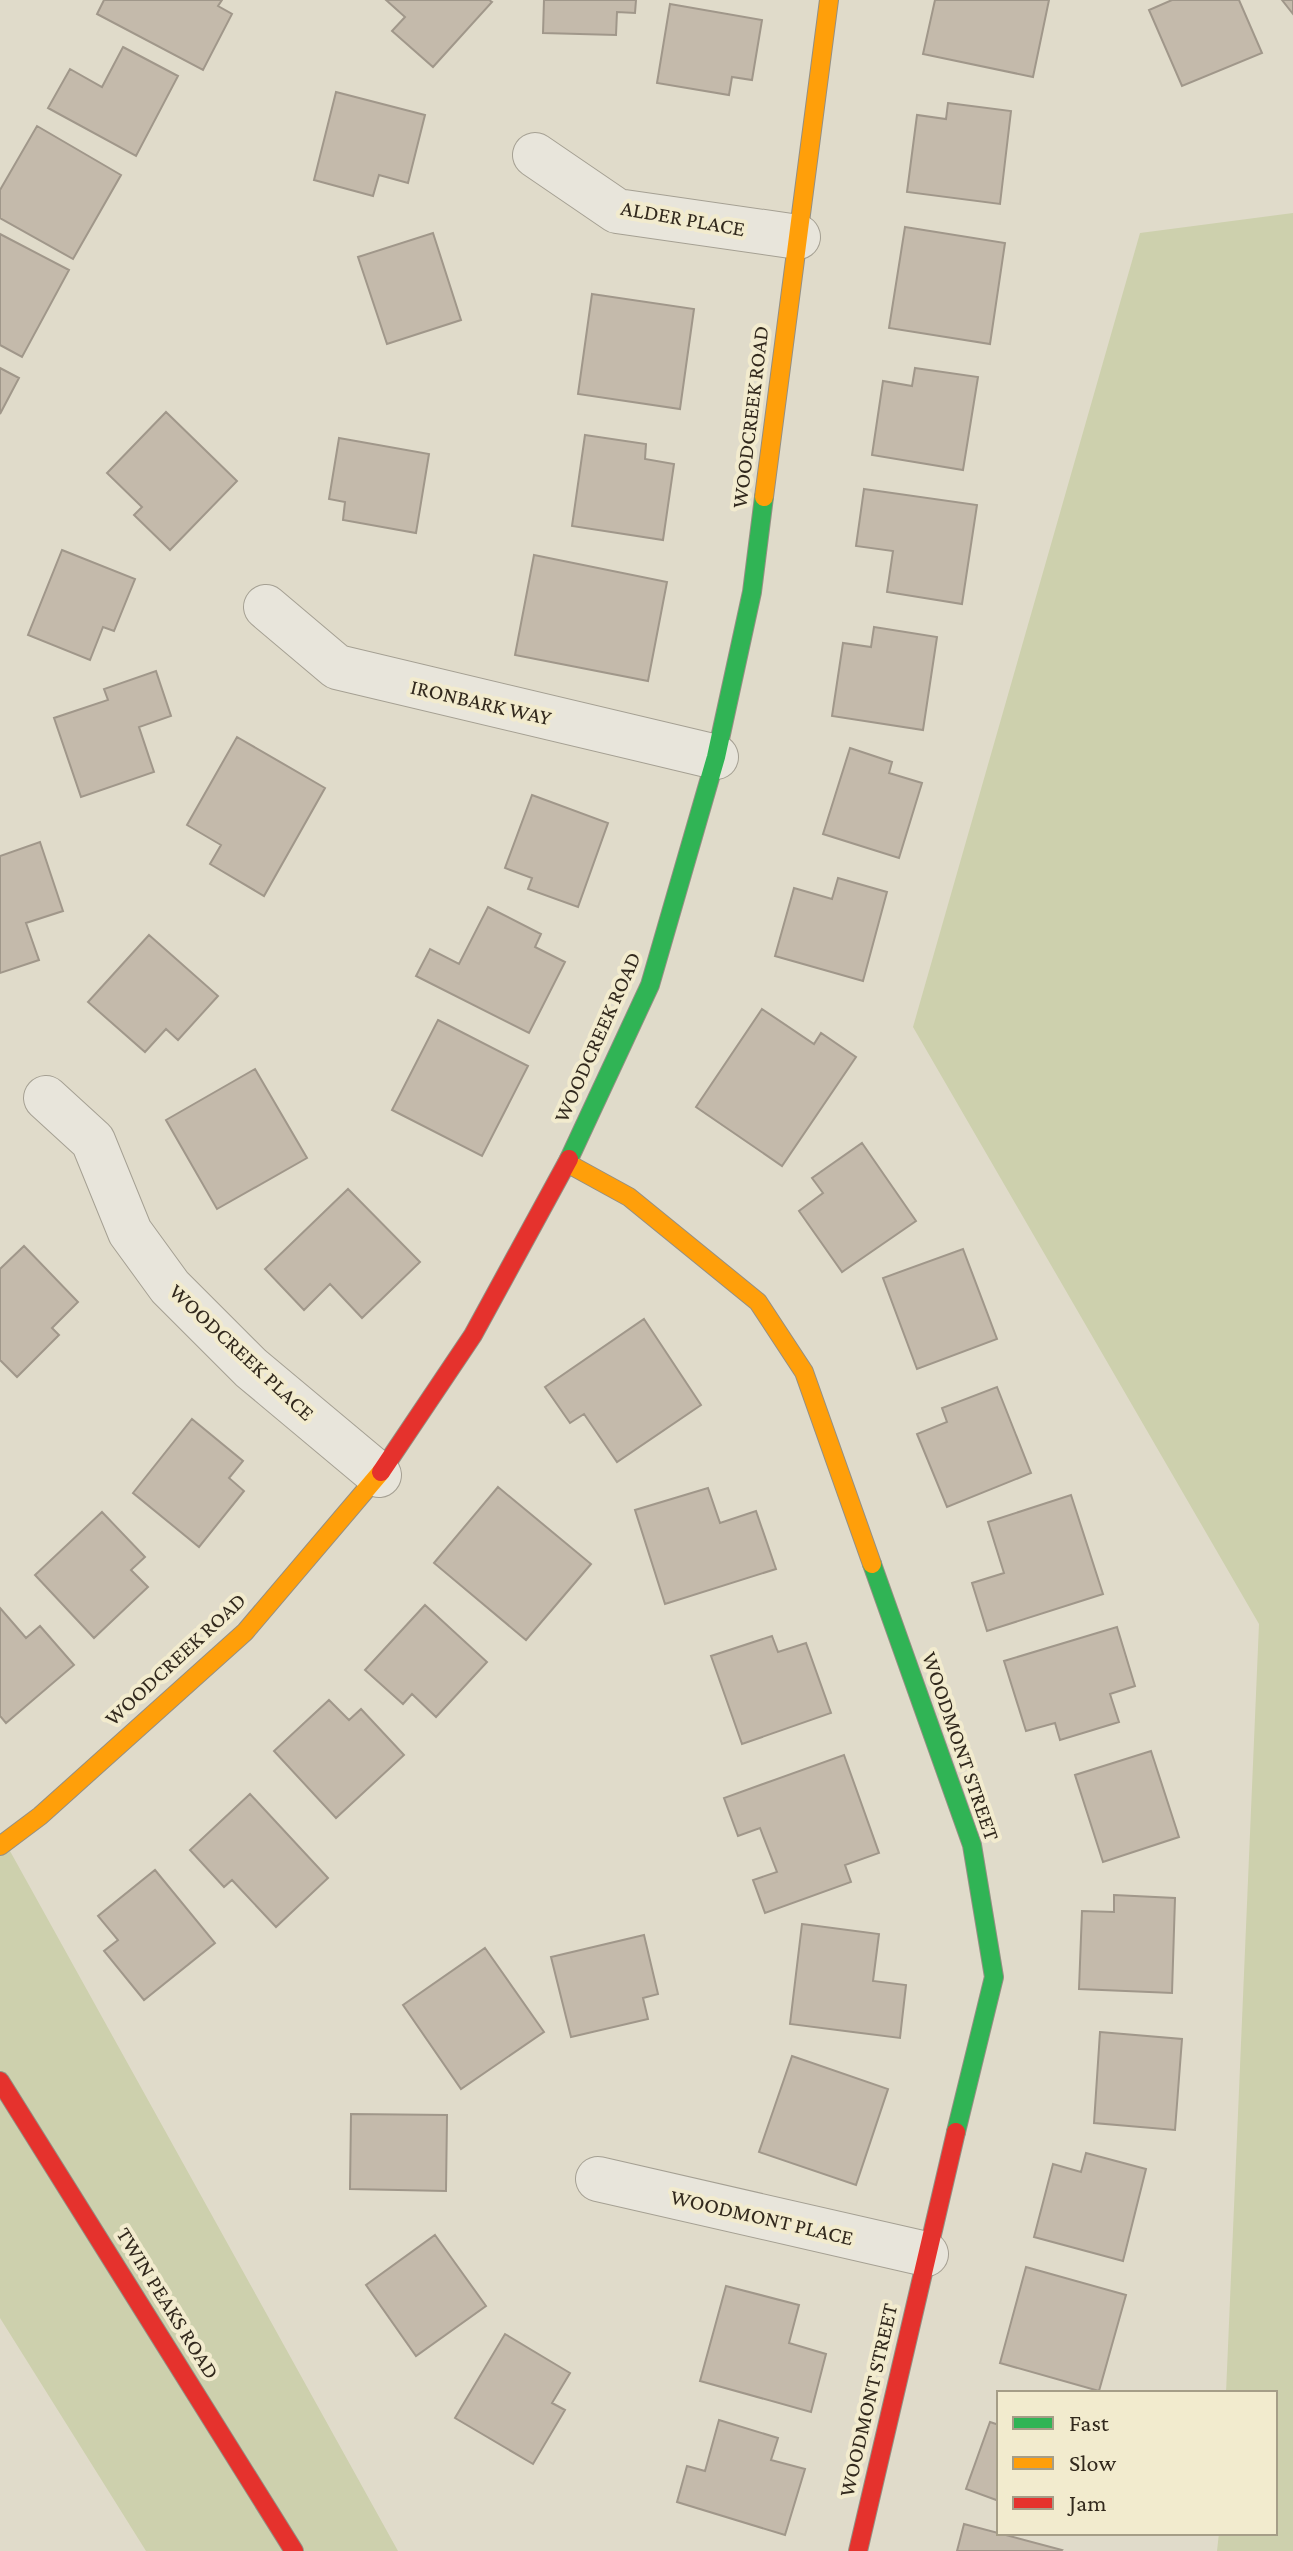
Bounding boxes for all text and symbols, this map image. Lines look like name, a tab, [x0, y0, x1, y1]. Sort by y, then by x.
street label: ALDER PLACE	[619, 195, 747, 241]
street label: WOODCREEK ROAD	[726, 324, 774, 510]
street label: IRONBARK WAY	[408, 674, 554, 730]
street label: WOODCREEK ROAD	[548, 948, 646, 1126]
street label: WOODCREEK PLACE	[164, 1278, 320, 1426]
street label: WOODCREEK ROAD	[99, 1587, 251, 1731]
street label: WOODMONT STREET	[917, 1648, 1005, 1844]
street label: WOODMONT PLACE	[668, 2184, 856, 2250]
street label: TWIN PEAKS ROAD	[111, 2223, 225, 2383]
street label: WOODMONT STREET	[834, 2301, 902, 2499]
legend	[997, 2391, 1277, 2535]
text: Fast	[1069, 2409, 1110, 2436]
text: Slow	[1069, 2449, 1116, 2476]
text: Jam	[1067, 2489, 1107, 2516]

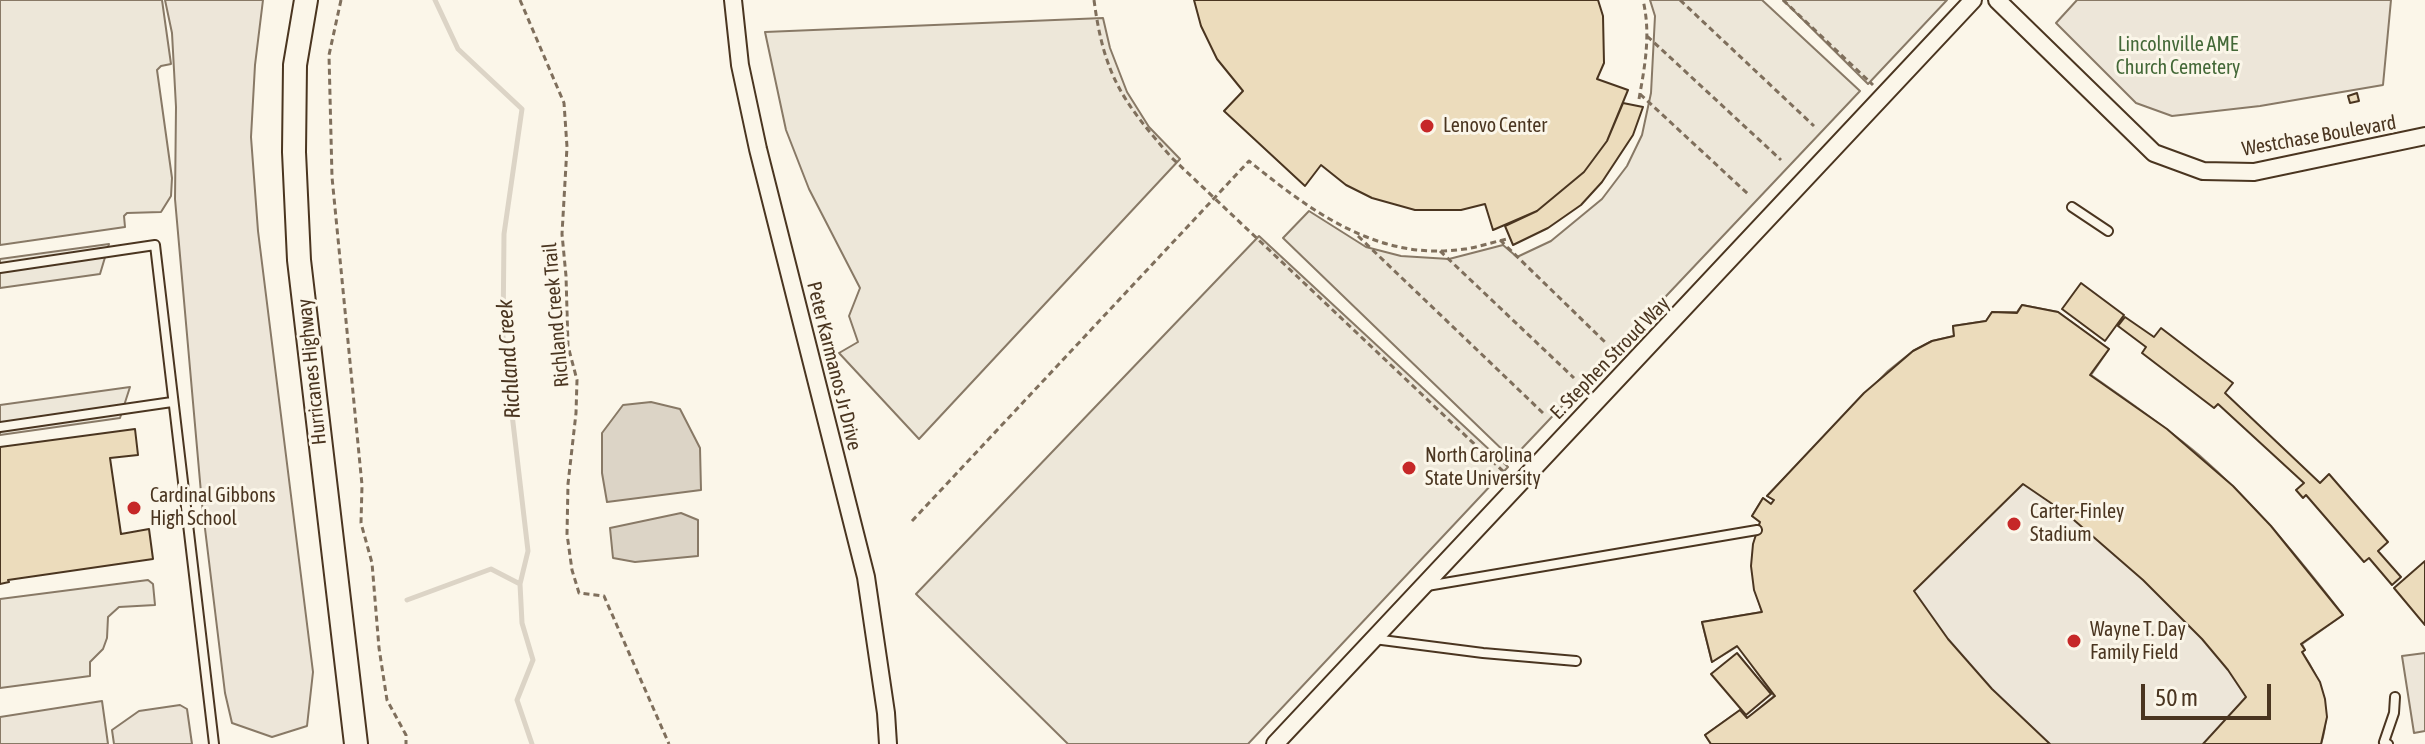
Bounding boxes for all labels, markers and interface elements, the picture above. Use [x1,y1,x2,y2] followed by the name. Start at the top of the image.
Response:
[2116,33,2240,80] park label: Lincolnville AME Church Cemetery
[2240,111,2398,161] street label: Westchase Boulevard
[1443,114,1547,138] place label: Lenovo Center
[1418,117,1436,135] marker: Lenovo Center
[538,242,574,388] street label: Richland Creek Trail
[801,279,867,453] street label: Peter Karmanos Jr Drive
[1545,292,1675,424] street label: E. Stephen Stroud Way
[292,298,332,446] street label: Hurricanes Highway
[492,298,526,420] water label: Richland Creek
[1425,444,1541,491] place label: North Carolina State University
[1400,459,1418,477] marker: North Carolina State University
[150,484,276,531] place label: Cardinal Gibbons High School
[125,499,143,517] marker: Cardinal Gibbons High School
[2030,500,2124,547] place label: Carter-Finley Stadium
[2005,515,2023,533] marker: Carter-Finley Stadium
[2090,618,2186,665] place label: Wayne T. Day Family Field
[2065,632,2083,650] marker: Wayne T. Day Family Field
[2145,668,2275,718] scale bar
[2155,684,2198,711] text: 50 m

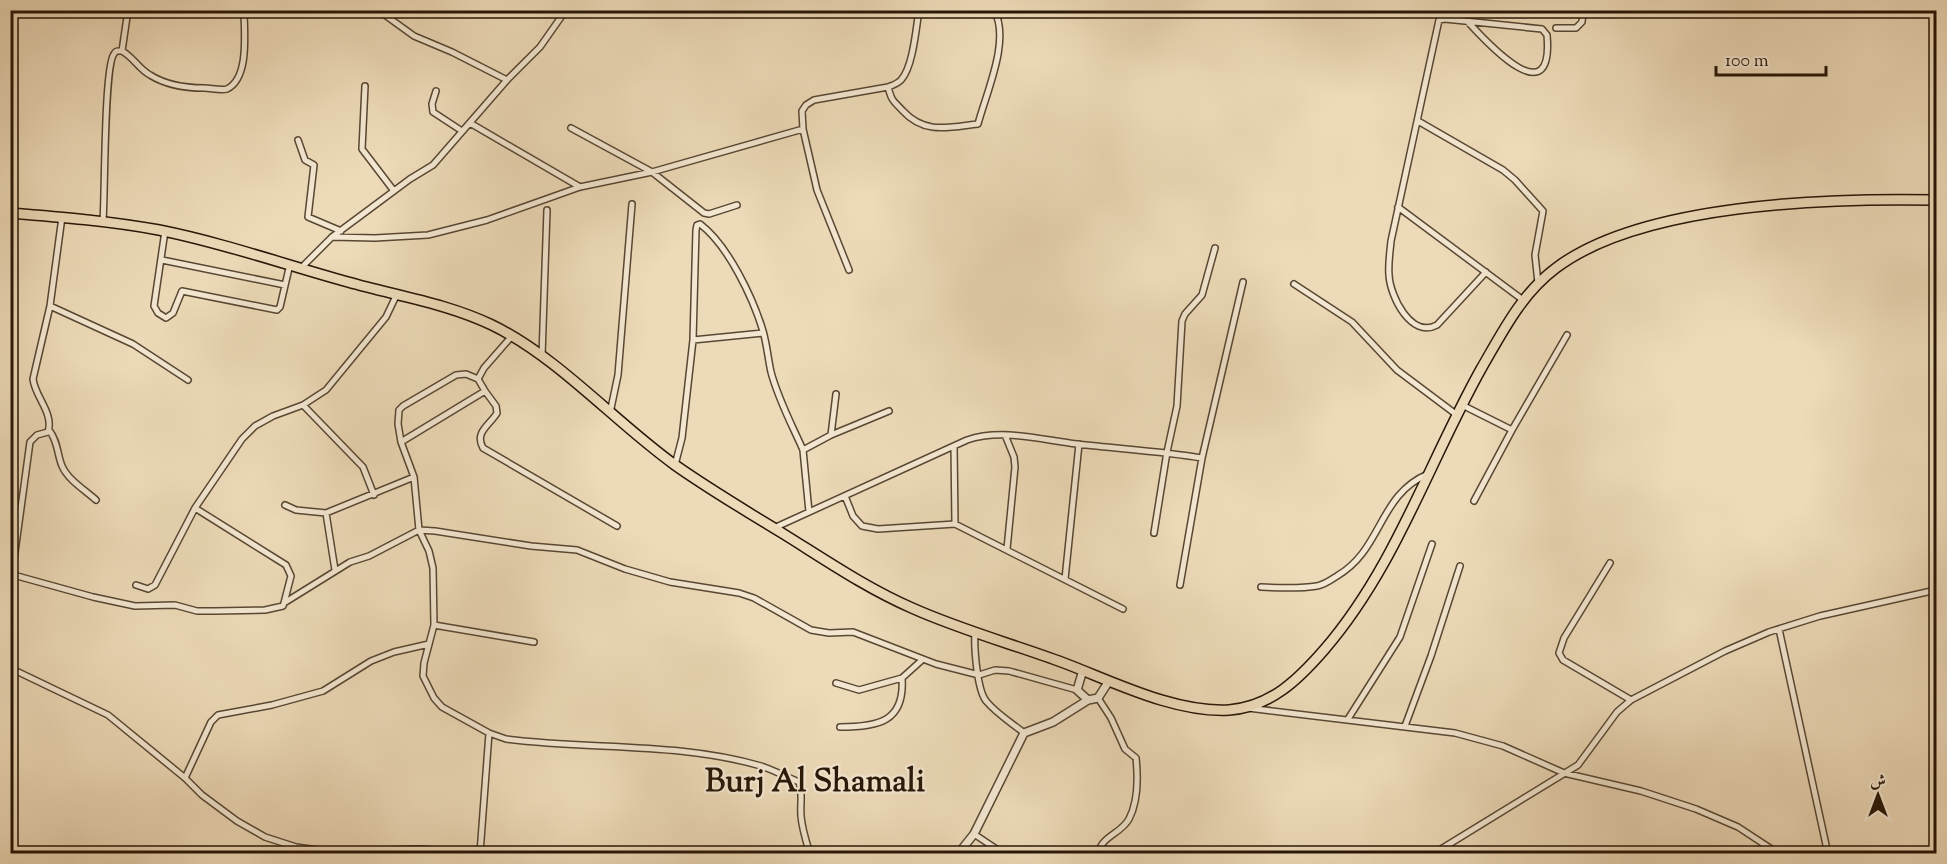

*TASK INSTRUCTIONS:* Please retype every entry above exactly, leaving out any picture.

*SOLUTION TO THIS EXERCISE:*
Bounding boxes for all text and symbols, this map image. Lines look like name, a tab, [x0, y0, x1, y1]. Sort by y, then by x.
street label: ALDER PLACE	[619, 195, 747, 241]
street label: WOODCREEK ROAD	[726, 324, 774, 510]
street label: IRONBARK WAY	[408, 674, 554, 730]
street label: WOODCREEK ROAD	[548, 948, 646, 1126]
street label: WOODCREEK PLACE	[164, 1278, 320, 1426]
street label: WOODCREEK ROAD	[99, 1587, 251, 1731]
street label: WOODMONT STREET	[917, 1648, 1005, 1844]
street label: WOODMONT PLACE	[668, 2184, 856, 2250]
street label: TWIN PEAKS ROAD	[111, 2223, 225, 2383]
street label: WOODMONT STREET	[834, 2301, 902, 2499]
legend	[997, 2391, 1277, 2535]
text: Fast	[1069, 2409, 1110, 2436]
text: Slow	[1069, 2449, 1116, 2476]
text: Jam	[1067, 2489, 1107, 2516]

Bounding boxes for all labels, markers and interface elements, the picture above. Use [x1,y1,x2,y2] followed by the name. Start at the top of the image.
Response:
[2116,33,2240,80] park label: Lincolnville AME Church Cemetery
[2240,111,2398,161] street label: Westchase Boulevard
[1443,114,1547,138] place label: Lenovo Center
[1418,117,1436,135] marker: Lenovo Center
[538,242,574,388] street label: Richland Creek Trail
[801,279,867,453] street label: Peter Karmanos Jr Drive
[1545,292,1675,424] street label: E. Stephen Stroud Way
[292,298,332,446] street label: Hurricanes Highway
[492,298,526,420] water label: Richland Creek
[1425,444,1541,491] place label: North Carolina State University
[1400,459,1418,477] marker: North Carolina State University
[150,484,276,531] place label: Cardinal Gibbons High School
[125,499,143,517] marker: Cardinal Gibbons High School
[2030,500,2124,547] place label: Carter-Finley Stadium
[2005,515,2023,533] marker: Carter-Finley Stadium
[2090,618,2186,665] place label: Wayne T. Day Family Field
[2065,632,2083,650] marker: Wayne T. Day Family Field
[2145,668,2275,718] scale bar
[2155,684,2198,711] text: 50 m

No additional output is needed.